Sous les pins, les taillis apparaissent, puis disparaissent ; parfois, ils se réduisent à quelques herbes folles, à des mousses, des myrtilles, ou des fougères ; parfois, ce sont jusqu’à des arbustes, à hauteur d’homme. Là où il n’y a rien, ce sont les branches mortes qui encombrent le sol, couvert d’aiguilles et de pommes de pins ; tout prend alors une couleur terre de Sienne. Un hêtre s’est égaré là ; il fait figure d'intrus, avec ses branches basses vertes...
Des prés, quelques maisons, voici Haberacker. Sur l'éperon de la montagne, masqué par les arbres, se cachent les châteaux d'Ochsenstein. D’autres rochers dépassent, menaçants, des forêts avoisinantes.
Les routes forestières descendent vers le vallon pour rejoindre Stambach, mais notre sentier monte à gauche, d’abord entre de petits sapins, puis entre des arbres plus grands, pins, épicéas ou sapins. Ici encore, nous longeons une montagne sacrée, un haut-lieu de la mythologie germanique : le Geisfels serait-il le symbole du Walhalla, le paradis des guerriers, ou la chèvre Heidrun nourrit les élus ?

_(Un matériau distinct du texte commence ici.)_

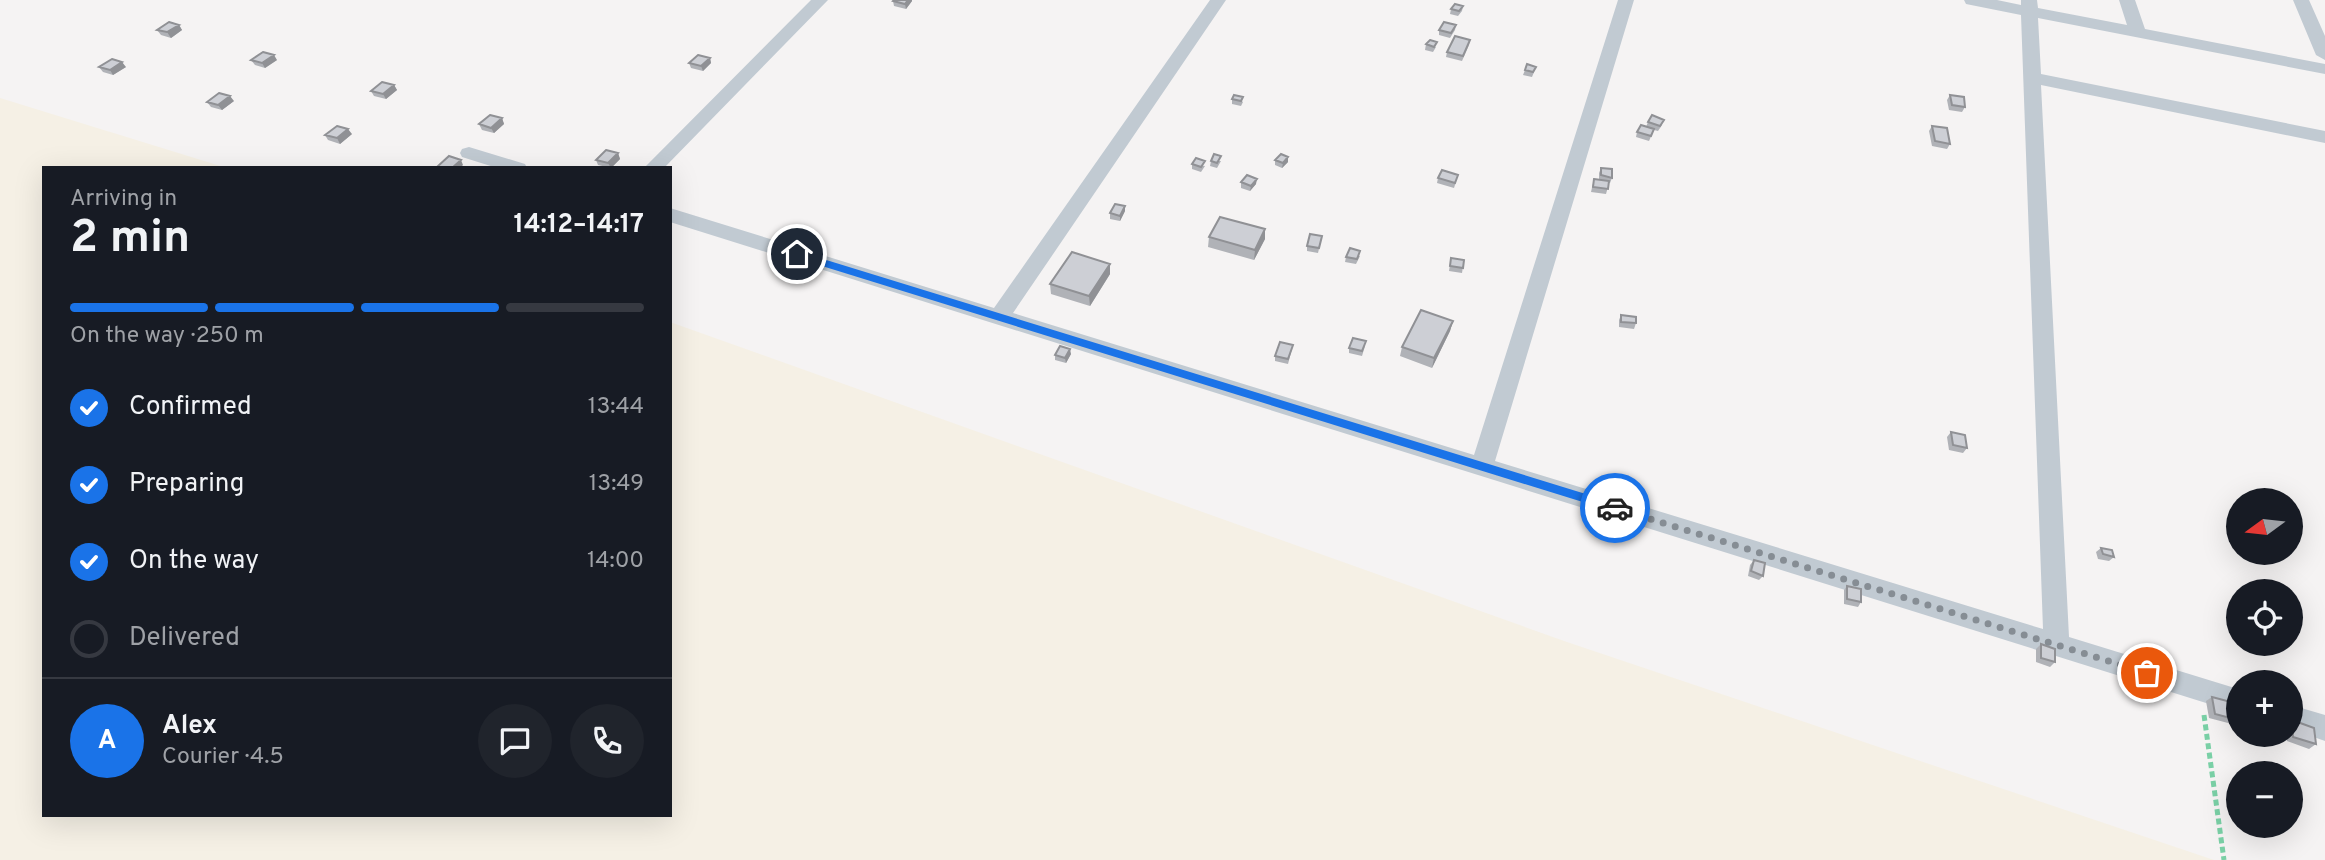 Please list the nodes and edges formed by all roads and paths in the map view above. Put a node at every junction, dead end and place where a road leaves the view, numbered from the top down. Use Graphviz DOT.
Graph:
graph roads {
  1 [pos="820,0"];
  2 [pos="1218,0"];
  3 [pos="1626,0"];
  4 [pos="1972,0"];
  5 [pos="2127,0"];
  6 [pos="2302,3"];
  7 [pos="2030,6"];
  8 [pos="2325,10"];
  9 [pos="2138,32"];
  10 [pos="2325,55"];
  11 [pos="2325,69"];
  12 [pos="2034,78"];
  13 [pos="2325,137"];
  14 [pos="469,153"];
  15 [pos="511,166"];
  16 [pos="655,166"];
  17 [pos="672,216"];
  18 [pos="999,317"];
  19 [pos="1482,466"];
  20 [pos="2056,644"];
  21 [pos="2193,687"];
  22 [pos="2226,697"];
  23 [pos="2303,721"];
  24 [pos="2325,728"];
  25 [pos="2224,860"];
  1 -- 16 [label="street"];
  2 -- 18 [label="street"];
  3 -- 19 [label="street"];
  4 -- 7 [label="street"];
  5 -- 9 [label="street"];
  6 -- 8 [label="street"];
  6 -- 10 [label="street"];
  7 -- 9 [label="street"];
  7 -- 12 [label="street"];
  9 -- 11 [label="street"];
  12 -- 13 [label="street"];
  12 -- 20 [label="street"];
  14 -- 15 [label="street"];
  17 -- 18 [label="street"];
  18 -- 19 [label="street"];
  19 -- 20 [label="street"];
  20 -- 21 [label="street"];
  21 -- 22 [label="street"];
  21 -- 25 [label="path"];
  23 -- 24 [label="street"];
}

La forêt change sans cesse de physionomie. Tantôt, ce sont des grands pins, tantôt des petits sapins ; tantôt le sous-bois est vert, tantôt il paraît gris.

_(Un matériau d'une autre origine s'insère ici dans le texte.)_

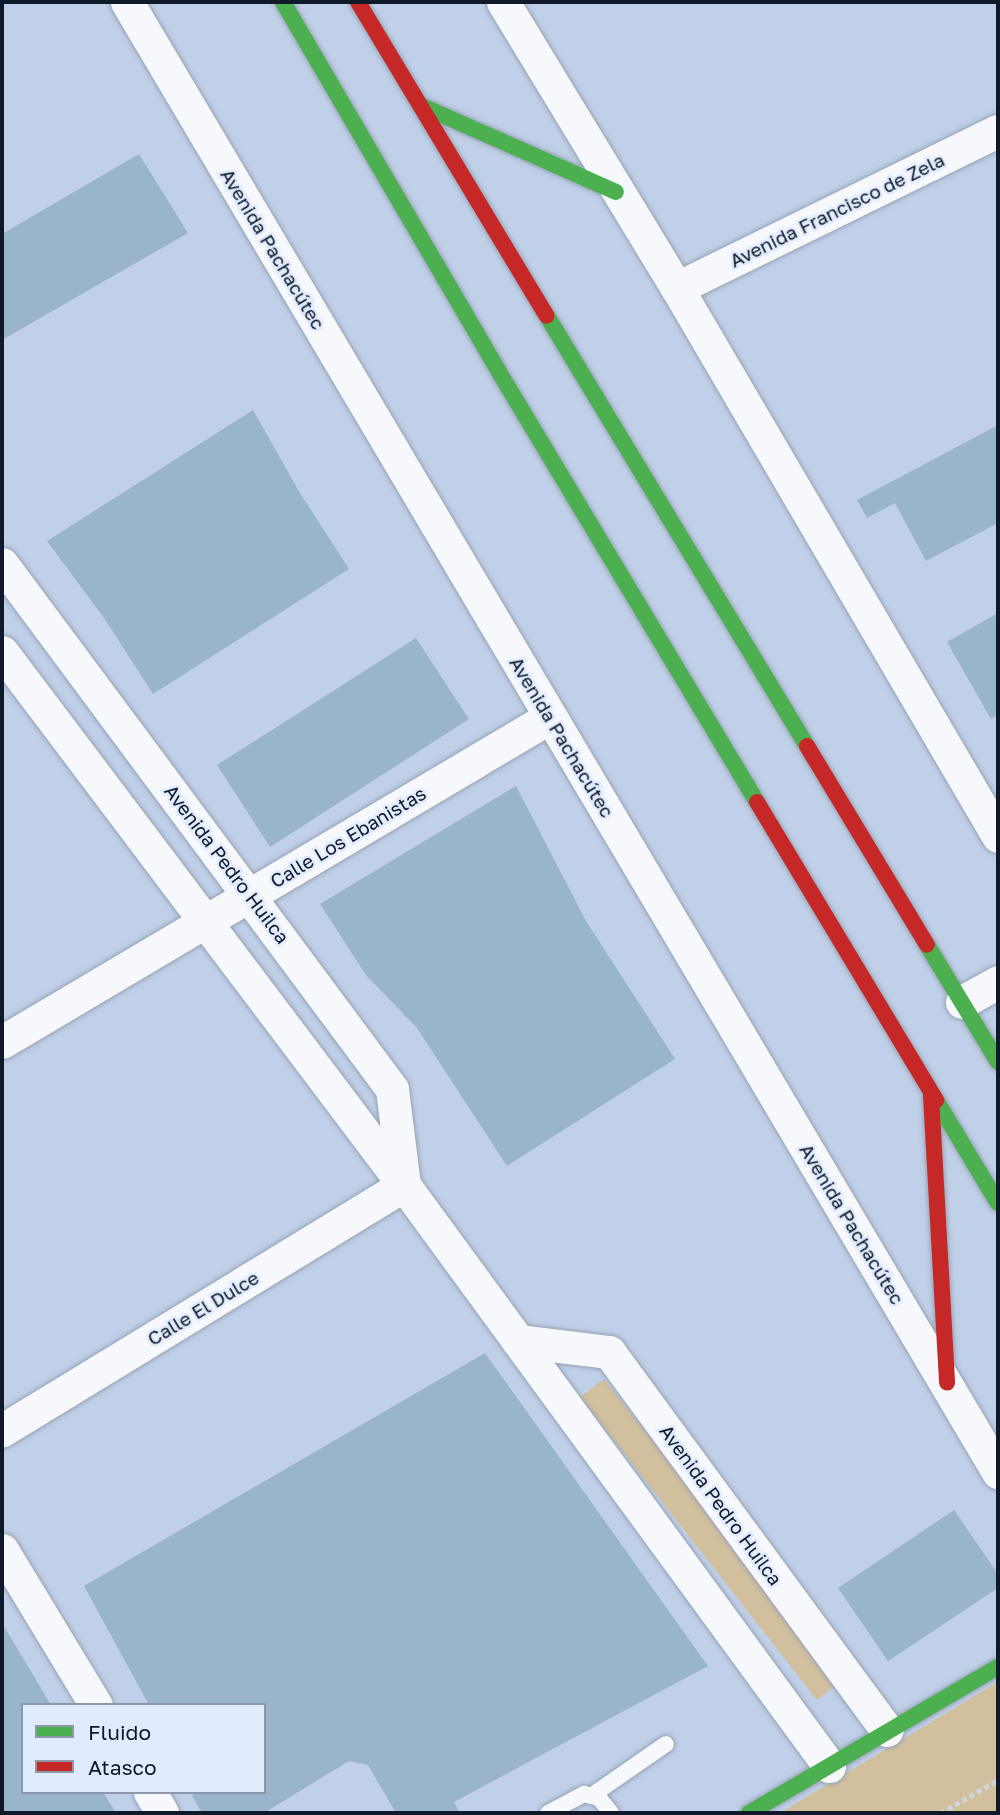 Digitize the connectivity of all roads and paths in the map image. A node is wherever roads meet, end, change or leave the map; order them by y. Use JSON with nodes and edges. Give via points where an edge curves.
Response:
{"nodes":[{"id":1,"x":127,"y":2,"type":"edge"},
{"id":2,"x":358,"y":2,"type":"edge"},
{"id":3,"x":503,"y":2,"type":"edge"},
{"id":4,"x":288,"y":3,"type":"edge"},
{"id":5,"x":422,"y":106,"type":"junction"},
{"id":6,"x":998,"y":131,"type":"edge"},
{"id":7,"x":616,"y":192,"type":"junction"},
{"id":8,"x":677,"y":288,"type":"junction"},
{"id":9,"x":2,"y":564,"type":"edge"},
{"id":10,"x":2,"y":652,"type":"edge"},
{"id":11,"x":550,"y":717,"type":"junction"},
{"id":12,"x":998,"y":836,"type":"edge"},
{"id":13,"x":251,"y":895,"type":"junction"},
{"id":14,"x":205,"y":922,"type":"junction"},
{"id":15,"x":998,"y":982,"type":"edge"},
{"id":16,"x":962,"y":1002,"type":"junction"},
{"id":17,"x":2,"y":1042,"type":"edge"},
{"id":18,"x":998,"y":1062,"type":"edge"},
{"id":19,"x":931,"y":1090,"type":"junction"},
{"id":20,"x":404,"y":1185,"type":"junction"},
{"id":21,"x":998,"y":1203,"type":"edge"},
{"id":22,"x":518,"y":1341,"type":"junction"},
{"id":23,"x":947,"y":1383,"type":"junction"},
{"id":24,"x":2,"y":1430,"type":"edge"},
{"id":25,"x":998,"y":1472,"type":"edge"},
{"id":26,"x":2,"y":1550,"type":"edge"},
{"id":27,"x":998,"y":1667,"type":"edge"},
{"id":28,"x":95,"y":1703,"type":"edge"},
{"id":29,"x":887,"y":1730,"type":"junction"},
{"id":30,"x":666,"y":1744,"type":"dead end"},
{"id":31,"x":830,"y":1766,"type":"junction"},
{"id":32,"x":998,"y":1780,"type":"edge"},
{"id":33,"x":151,"y":1794,"type":"edge"},
{"id":34,"x":591,"y":1796,"type":"junction"},
{"id":35,"x":163,"y":1813,"type":"edge"},
{"id":36,"x":548,"y":1813,"type":"edge"},
{"id":37,"x":611,"y":1813,"type":"edge"},
{"id":38,"x":749,"y":1813,"type":"edge"},
{"id":39,"x":940,"y":1813,"type":"edge"}],
"edges":[{"from":1,"to":11,"type":"street","name":"Avenida Pachacútec"},
{"from":2,"to":5,"type":"main road"},
{"from":3,"to":7,"type":"street"},
{"from":4,"to":19,"type":"main road","via":[[506,384]]},
{"from":5,"to":7,"type":"main road"},
{"from":5,"to":16,"type":"main road"},
{"from":6,"to":8,"type":"street","name":"Avenida Francisco de Zela"},
{"from":7,"to":8,"type":"street"},
{"from":8,"to":12,"type":"street"},
{"from":9,"to":13,"type":"street","name":"Avenida Pedro Huilca"},
{"from":10,"to":14,"type":"street"},
{"from":11,"to":13,"type":"street","name":"Calle Los Ebanistas"},
{"from":11,"to":23,"type":"street","name":"Avenida Pachacútec"},
{"from":13,"to":14,"type":"street","name":"Calle Los Ebanistas"},
{"from":13,"to":20,"type":"street","name":"Avenida Pedro Huilca","via":[[392,1089]]},
{"from":14,"to":17,"type":"street","name":"Calle Los Ebanistas"},
{"from":14,"to":20,"type":"street"},
{"from":15,"to":16,"type":"street"},
{"from":16,"to":18,"type":"main road"},
{"from":19,"to":21,"type":"main road"},
{"from":19,"to":23,"type":"main road"},
{"from":20,"to":22,"type":"street"},
{"from":20,"to":24,"type":"street","name":"Calle El Dulce"},
{"from":22,"to":29,"type":"street","name":"Avenida Pedro Huilca","via":[[609,1352]]},
{"from":22,"to":31,"type":"street"},
{"from":23,"to":25,"type":"street","name":"Avenida Pachacútec"},
{"from":26,"to":28,"type":"street"},
{"from":27,"to":29,"type":"main road"},
{"from":29,"to":31,"type":"main road"},
{"from":30,"to":34,"type":"lane"},
{"from":31,"to":38,"type":"main road"},
{"from":32,"to":39,"type":"path"},
{"from":33,"to":35,"type":"street"},
{"from":34,"to":36,"type":"lane","via":[[584,1794]]},
{"from":34,"to":37,"type":"lane","via":[[599,1798]]}]}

Le chemin traverse un bosquet de sapins serrés et bas ; leurs branches basses, mortes, balayent le sol ; aucune lumière ne filtre. Des spectres semblent s’agiter dans l’ombre ; on ne serait pas surpris d'entendre le hojotoho, le cri de guerre de Brunhilde magistralement mis en musique par Wagner, et à voir surgir la Walkyrie, traversant la forêt et les rochers épars sur son cheval.
Mais les fantômes s’évanouissent quand la forêt s’éclaircit. Me voici à l’orée, il n’y a plus que quelques grands pins, bien droits. Et dans la clairière, sont installées quelques maisons. C’est le hameau de la Hardt, perdu au milieu de la forêt, presque inaccessible. Mais voilà qu’entre les arbres qui s’entrouvrent, apparaît, au-dessus des genêts qui marquent la lisière du bois, le fabuleux rocher de Dabo. Vision fantastique qui évoque l’arche de Noé voguant sur une mer de sapins. C'est un spectacle éblouissant, un des plus impressionnants que je connaisse... Un tableau que ne contempleront que les hommes capables de marcher. L'homo touristus se pressera au pied du rocher, une route y mène. Mais rien ne remplace cette vision qui ressuscite les temps glorieux de la chevalerie, les gestes et les légendes...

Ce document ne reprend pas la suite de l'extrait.